Contraste: esa es la palabra con la India. Contraste. Contrastes hiperbólicos. Salgamos en la noche por Delhi, en compañía de un grupo de británicos, un francés y un neozelandés a una discoteca. Y ahí, otra vez te empujan en el tiempo: después de viajar en el metro con mujeres cubiertas con saris de pies a cabeza y una que otra burka, vas a caer a la discoteca occidental, donde hay una vieja en minifalda repartiendo tragos con una botella desde la barra, bailando reguetón. Es como viajar en el tiempo una y otra vez, a cada segundo: en un momento estamos con gente que parece vivir exactamente como hace mil años, en un templo sufi y nos damos cuenta de que hay un cartelito que dice que se pueden hacer donaciones por SMS. Al rato vemos a un mae de barba larguísima y que saca el smartphone y se pone una bolsa plástica en la cabeza para que no se le moje el turbante con la lluvia del monzón. Es vivir en los extremos, es todo, es la India. Como el altar de algunos de sus templos, barrocos y llenos de flores, que podrías pasarte horas viendo cada detalle, así es cada segundo en la India, pero como el segundo no da lo suficiente, entonces tenemos que continuar andando.
Jama Masjid por dentro.
¿Cansados? No: vamos a Jama Masjid, la
mezquita más grande de la India. Caminemos por una calle de mercado
Borbón versión Mierda al Cubo y, de repente, veremos una oleada de
gente, pero es que una OLEADA, imagínense algo así como los San
Fermines, bajando por las gradas de una mezquita enorme.
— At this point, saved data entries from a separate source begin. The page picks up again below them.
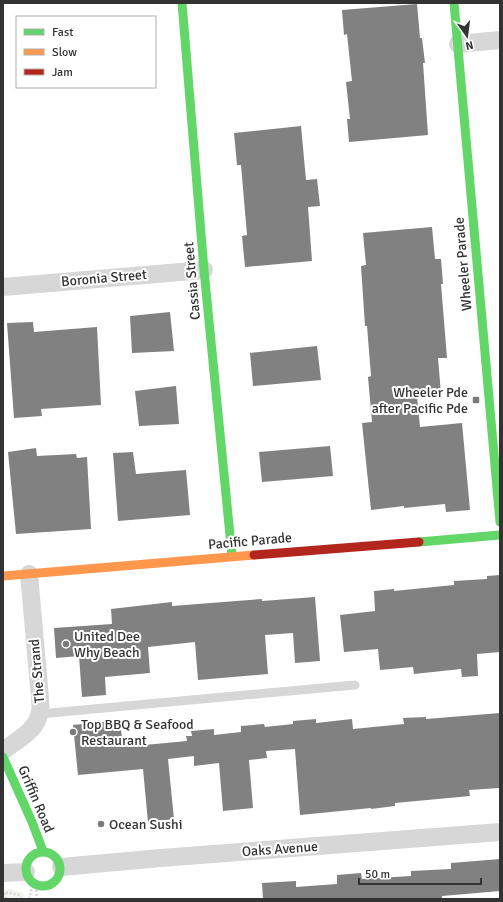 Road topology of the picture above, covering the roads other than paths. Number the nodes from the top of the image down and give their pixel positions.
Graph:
1 (182, 3) edge
2 (454, 3) edge
3 (500, 40) edge
4 (458, 44) junction
5 (204, 270) junction
6 (3, 287) edge
7 (500, 522) edge
8 (500, 535) edge
9 (232, 556) junction
10 (29, 574) junction
11 (3, 576) edge
12 (355, 685) dead end
13 (39, 714) junction
14 (3, 751) edge
15 (3, 757) edge
16 (500, 832) edge
17 (43, 851) junction
18 (61, 868) junction
19 (3, 873) edge
20 (37, 884) junction

1 - 5 street, Cassia Street
2 - 4 street, Wheeler Parade
3 - 4 street
4 - 7 street, Wheeler Parade
5 - 6 street, Boronia Street
5 - 9 street, Cassia Street
8 - 9 street, Pacific Parade
9 - 10 street, Pacific Parade
10 - 11 street, Pacific Parade
10 - 13 street, The Strand
12 - 13 lane
13 - 14 street, The Strand
15 - 17 street, Griffin Road
16 - 18 street, Oaks Avenue
17 - 18 street
17 - 20 street
18 - 20 street
19 - 20 street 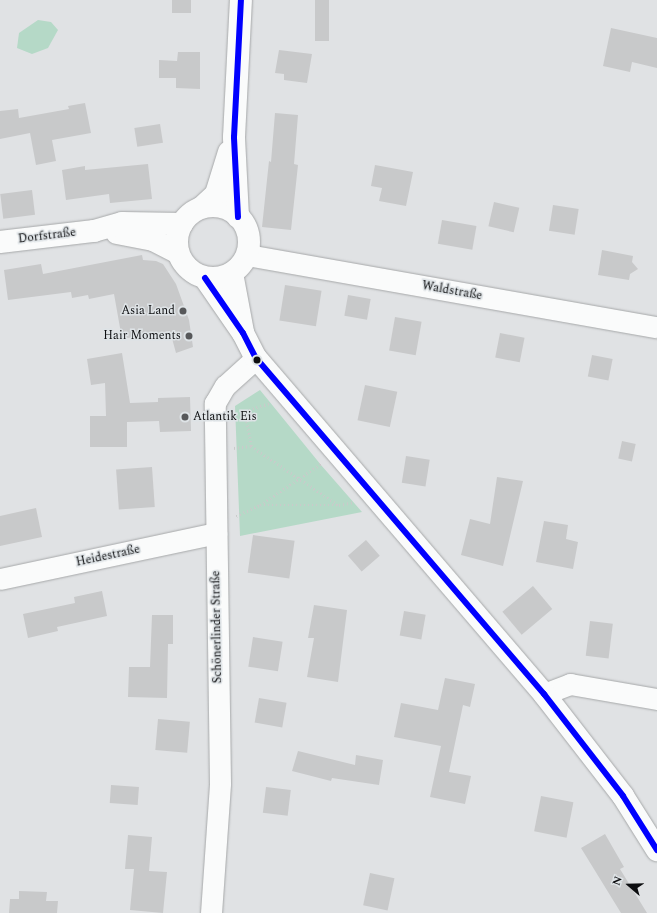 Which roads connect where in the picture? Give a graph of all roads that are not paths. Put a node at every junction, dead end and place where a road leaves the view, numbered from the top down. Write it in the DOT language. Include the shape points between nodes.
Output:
graph roads {
  1 [pos="241,0"];
  2 [pos="234,137"];
  3 [pos="201,208"];
  4 [pos="238,217"];
  5 [pos="182,224"];
  6 [pos="94,230"];
  7 [pos="0,242"];
  8 [pos="178,253"];
  9 [pos="246,255"];
  10 [pos="232,273"];
  11 [pos="205,278"];
  12 [pos="657,327"];
  13 [pos="243,333"];
  14 [pos="256,358"];
  15 [pos="216,533"];
  16 [pos="0,579"];
  17 [pos="544,694"];
  18 [pos="657,699"];
  19 [pos="657,850"];
  20 [pos="211,913"];
  1 -- 2 [label="main road"];
  2 -- 3 [label="main road" via="216,194"];
  2 -- 4 [label="main road"];
  3 -- 4 [label="main road" via="221,208"];
  3 -- 5 [label="main road"];
  4 -- 9 [label="main road" via="248,236"];
  5 -- 6 [label="main road, Dorfstraße" via="122,224"];
  5 -- 8 [label="main road" via="178,233"];
  6 -- 7 [label="main road, Dorfstraße"];
  6 -- 8 [label="main road, Dorfstraße" via="153,240"];
  8 -- 11 [label="main road" via="188,269"];
  9 -- 10 [label="main road"];
  9 -- 12 [label="street, Waldstraße"];
  10 -- 11 [label="main road" via="224,277"];
  10 -- 13 [label="main road"];
  11 -- 13 [label="main road"];
  13 -- 14 [label="main road"];
  14 -- 15 [label="street, Schönerlinder Straße" via="225,386 215,403"];
  14 -- 17 [label="main road"];
  15 -- 16 [label="street, Heidestraße"];
  15 -- 20 [label="street, Schönerlinder Straße" via="220,783"];
  17 -- 18 [label="street" via="570,684"];
  17 -- 19 [label="main road" via="623,796"];
} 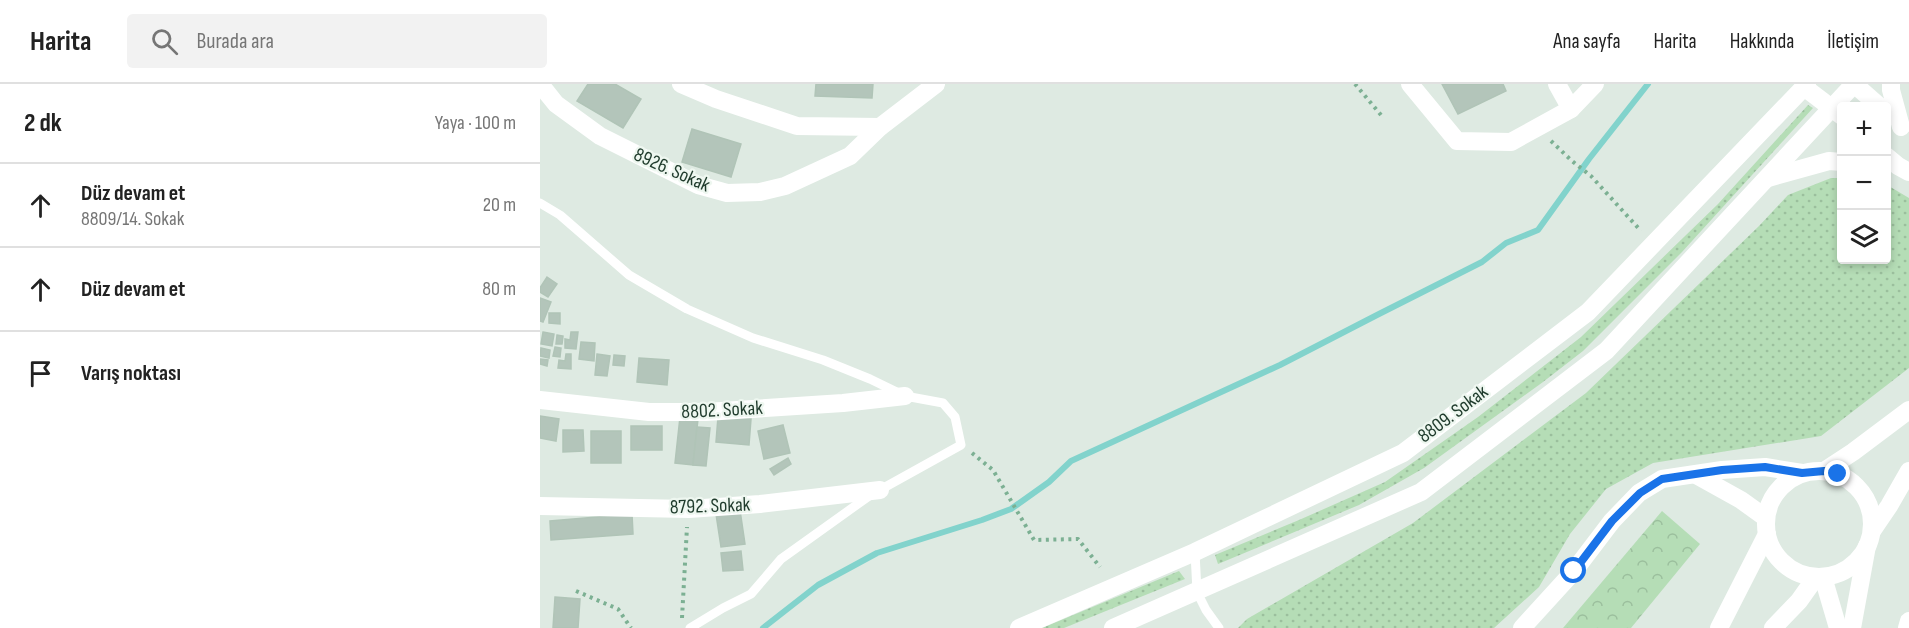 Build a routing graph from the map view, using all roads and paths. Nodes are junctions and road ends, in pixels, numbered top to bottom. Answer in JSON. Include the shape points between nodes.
{"nodes":[{"id":1,"x":540,"y":84,"type":"edge"},
{"id":2,"x":681,"y":84,"type":"edge"},
{"id":3,"x":936,"y":84,"type":"edge"},
{"id":4,"x":1355,"y":84,"type":"edge"},
{"id":5,"x":1410,"y":84,"type":"edge"},
{"id":6,"x":1557,"y":84,"type":"edge"},
{"id":7,"x":1595,"y":84,"type":"edge"},
{"id":8,"x":1854,"y":84,"type":"edge"},
{"id":9,"x":1891,"y":84,"type":"edge"},
{"id":10,"x":1806,"y":86,"type":"edge"},
{"id":11,"x":1843,"y":102,"type":"edge"},
{"id":12,"x":1874,"y":102,"type":"edge"},
{"id":13,"x":1571,"y":109,"type":"junction"},
{"id":14,"x":1837,"y":112,"type":"edge"},
{"id":15,"x":1381,"y":115,"type":"dead end"},
{"id":16,"x":1891,"y":117,"type":"edge"},
{"id":17,"x":880,"y":127,"type":"junction"},
{"id":18,"x":1536,"y":128,"type":"junction"},
{"id":19,"x":1905,"y":130,"type":"edge"},
{"id":20,"x":1837,"y":161,"type":"edge"},
{"id":21,"x":1768,"y":178,"type":"junction"},
{"id":22,"x":540,"y":203,"type":"edge"},
{"id":23,"x":1642,"y":231,"type":"dead end"},
{"id":24,"x":905,"y":396,"type":"junction"},
{"id":25,"x":540,"y":400,"type":"edge"},
{"id":26,"x":1909,"y":410,"type":"edge"},
{"id":27,"x":961,"y":446,"type":"junction"},
{"id":28,"x":1824,"y":471,"type":"junction"},
{"id":29,"x":1909,"y":471,"type":"edge"},
{"id":30,"x":1802,"y":473,"type":"junction"},
{"id":31,"x":1696,"y":475,"type":"junction"},
{"id":32,"x":880,"y":490,"type":"junction"},
{"id":33,"x":540,"y":506,"type":"edge"},
{"id":34,"x":688,"y":509,"type":"junction"},
{"id":35,"x":1766,"y":526,"type":"junction"},
{"id":36,"x":1870,"y":539,"type":"junction"},
{"id":37,"x":1196,"y":552,"type":"junction"},
{"id":38,"x":1100,"y":567,"type":"dead end"},
{"id":39,"x":1820,"y":577,"type":"junction"},
{"id":40,"x":576,"y":591,"type":"dead end"},
{"id":41,"x":1197,"y":592,"type":"junction"},
{"id":42,"x":1909,"y":621,"type":"edge"},
{"id":43,"x":631,"y":628,"type":"edge"},
{"id":44,"x":682,"y":628,"type":"edge"},
{"id":45,"x":690,"y":628,"type":"edge"},
{"id":46,"x":1019,"y":628,"type":"edge"},
{"id":47,"x":1113,"y":628,"type":"edge"},
{"id":48,"x":1220,"y":628,"type":"edge"},
{"id":49,"x":1522,"y":628,"type":"edge"},
{"id":50,"x":1719,"y":628,"type":"edge"},
{"id":51,"x":1773,"y":628,"type":"edge"},
{"id":52,"x":1838,"y":628,"type":"edge"},
{"id":53,"x":1852,"y":628,"type":"edge"},
{"id":54,"x":1907,"y":628,"type":"edge"}],
"edges":[{"from":1,"to":17,"type":"street","name":"8926. Sokak","via":[[556,104],[600,136],[698,185],[727,193],[785,186],[850,156]]},
{"from":2,"to":17,"type":"street","via":[[797,126]]},
{"from":3,"to":17,"type":"street","name":"8926. Sokak"},
{"from":4,"to":15,"type":"path"},
{"from":5,"to":18,"type":"street","via":[[1457,141],[1511,142]]},
{"from":6,"to":13,"type":"street"},
{"from":7,"to":13,"type":"street"},
{"from":8,"to":11,"type":"street"},
{"from":8,"to":12,"type":"street"},
{"from":9,"to":19,"type":"street"},
{"from":10,"to":14,"type":"street"},
{"from":10,"to":37,"type":"street","name":"8809. Sokak","via":[[1588,312],[1402,453]]},
{"from":13,"to":18,"type":"street"},
{"from":14,"to":21,"type":"street"},
{"from":16,"to":19,"type":"street"},
{"from":18,"to":23,"type":"path","via":[[1591,176]]},
{"from":20,"to":21,"type":"street","via":[[1828,160]]},
{"from":21,"to":41,"type":"street","via":[[1606,351],[1421,492]]},
{"from":22,"to":24,"type":"lane","via":[[560,215],[629,275],[687,309]]},
{"from":24,"to":25,"type":"street","name":"8802. Sokak","via":[[706,412],[649,412]]},
{"from":24,"to":27,"type":"lane","via":[[943,403],[955,417]]},
{"from":26,"to":28,"type":"street"},
{"from":27,"to":32,"type":"lane"},
{"from":27,"to":38,"type":"path","via":[[993,470],[1034,540],[1078,539]]},
{"from":28,"to":30,"type":"street"},
{"from":28,"to":36,"type":"street","via":[[1851,481],[1861,491],[1872,517]]},
{"from":29,"to":36,"type":"street"},
{"from":30,"to":31,"type":"street","via":[[1765,467]]},
{"from":30,"to":35,"type":"street","via":[[1774,495]]},
{"from":31,"to":35,"type":"street","via":[[1741,501]]},
{"from":31,"to":49,"type":"street","via":[[1662,479],[1640,493]]},
{"from":32,"to":34,"type":"street","name":"8792. Sokak"},
{"from":32,"to":45,"type":"lane","via":[[781,559],[751,594]]},
{"from":33,"to":34,"type":"street","name":"8792. Sokak"},
{"from":34,"to":44,"type":"path"},
{"from":35,"to":39,"type":"street","via":[[1771,547],[1779,559],[1802,574]]},
{"from":35,"to":50,"type":"street"},
{"from":36,"to":39,"type":"street","via":[[1854,564]]},
{"from":36,"to":53,"type":"street"},
{"from":37,"to":41,"type":"lane"},
{"from":37,"to":46,"type":"street","name":"8809. Sokak"},
{"from":39,"to":51,"type":"street"},
{"from":39,"to":52,"type":"street"},
{"from":40,"to":43,"type":"path","via":[[618,609]]},
{"from":41,"to":47,"type":"street"},
{"from":41,"to":48,"type":"lane"},
{"from":42,"to":54,"type":"street"}]}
Acaba de terminar la oración. Impresionante, probablemente
nunca hayamos visto a tanto musulmán por metro cuadrado, o por
centímetro, porque aquí da esa sensación de ahogo, de que los
metros ya ni existen. Y mientras esa muchedumbre baja, en los
escalones veremos gente deforme, monstruosa, como personajes de
mitología de mal gusto, pidiendo limosna. Bien sabido es que en la
India mucha gente se causa deformaciones a sí misma para contar con
una entrada económica de por vida valiéndose de la caridad. Estamos
bajando al infierno de Dante. Un hombre al que le falta el brazo, y a
quien en el proceso de curación a saber cómo lo remendaron, pero el
caso es que le quedó un pedazo de clavícula afuera, de modo que si
alguien choca contra él capaz que se saca un ojo. Gente con huesos
que debieron ser piernas en algún momento y que ahora no tienen
forma de nada. Bebés abandonados, solos, llenos de moscas, que ni
siquiera sabemos si están vivos o muertos. Y, para que no estorben,
un tipo ahí encargándose de espantarlos con un palo, para que la
gente pueda salir de la mezquita. Comienzo a comprender con más
claridad por qué es la India tierra de catástrofes masivas.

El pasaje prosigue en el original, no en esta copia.